Knowledge Center         Contents    Previous  Next    Index  
Platform Computing Corp.

Working with Application Profiles

Application profiles improve the management of applications by separating scheduling policies (preemption, fairshare, etc.) from application-level requirements, such as pre-execution and post-execution commands, resource limits, or job controls, job chunking, etc.

Contents

Manage application profiles

About application profiles

Use application profiles to map common execution requirements to application-specific job containers. For example, you can define different job types according to the properties of the applications that you use; your FLUENT jobs can have different execution requirements from your CATIA jobs, but they can all be submitted to the same queue.

The following application profile defines the execution requirements for the FLUENT application:

Begin Application 
NAME         = fluent 
DESCRIPTION  = FLUENT Version 6.2 
CPULIMIT     = 180/hostA      # 3 hours of host hostA 
FILELIMIT    = 20000 
DATALIMIT    = 20000          # jobs data segment limit 
CORELIMIT    = 20000 
PROCLIMIT    = 5              # job processor limit 
PRE_EXEC     = /usr/local/lsf/misc/testq_pre >> /tmp/pre.out 
REQUEUE_EXIT_VALUES = 55 34 78 
End Application 

See the lsb.applications template file for additional application profile examples.

Add or remove application profiles

Add an application profile
  1. Log in as the LSF administrator on any host in the cluster.
  2. Edit lsb.applications to add the new application profile definition.
  3. You can copy another application profile definition from this file as a starting point; remember to change the NAME of the copied profile.

  4. Save the changes to lsb.applications.
  5. Run badmin reconfig to reconfigure mbatchd.

Adding an application profile does not affect pending or running jobs.

Remove an application profile

Prerequisites: Before removing an application profile, make sure there are no pending jobs associated with the application profile.

If there are jobs in the application profile, use bmod -app to move pending jobs to another application profile, then remove the application profile.
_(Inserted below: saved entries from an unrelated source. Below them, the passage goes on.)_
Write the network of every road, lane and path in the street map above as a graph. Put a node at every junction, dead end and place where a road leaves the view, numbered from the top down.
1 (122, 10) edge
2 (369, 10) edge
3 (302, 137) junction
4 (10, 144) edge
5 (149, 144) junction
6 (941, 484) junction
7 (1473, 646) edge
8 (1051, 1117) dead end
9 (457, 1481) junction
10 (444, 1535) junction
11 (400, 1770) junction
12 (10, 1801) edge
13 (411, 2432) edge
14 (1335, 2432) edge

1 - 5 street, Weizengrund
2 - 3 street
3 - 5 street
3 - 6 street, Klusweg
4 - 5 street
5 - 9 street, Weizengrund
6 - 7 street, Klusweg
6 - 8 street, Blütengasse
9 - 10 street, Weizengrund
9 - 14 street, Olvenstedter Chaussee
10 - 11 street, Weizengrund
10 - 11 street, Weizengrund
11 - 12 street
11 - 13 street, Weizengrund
Running jobs are not affected by removing the application profile associated with them,

note:  
You cannot remove a default application profile.
  1. Log in as the LSF administrator on any host in the cluster.
  2. Run bmod -app to move all pending jobs into another application profile.
  3. If you leave pending jobs associated with an application profile that has been removed, they remain pending wit h the pending reason

    Specified application profile does not exist 
    
  4. Edit lsb.applicationss and remove or comment out the definition for the application profile you want to remove.
  5. Save the changes to lsb.applications.
  6. Run badmin reconfig to reconfigure mbatchd.

Define a default application profile

Define a default application profile that is used when a job is submitted without specifying an application profile,

  1. Log in as the LSF administrator on any host in the cluster.
  2. Set DEFAULT_APPLICATION in lsb.params to the name of the default application profile.
  3. DEFAULT_APPLICATION=catia 
    
  4. Save the changes to lsb.params.
  5. Run badmin reconfig to reconfigure mbatchd.
  6. Adding an application profile does not affect pending or running jobs.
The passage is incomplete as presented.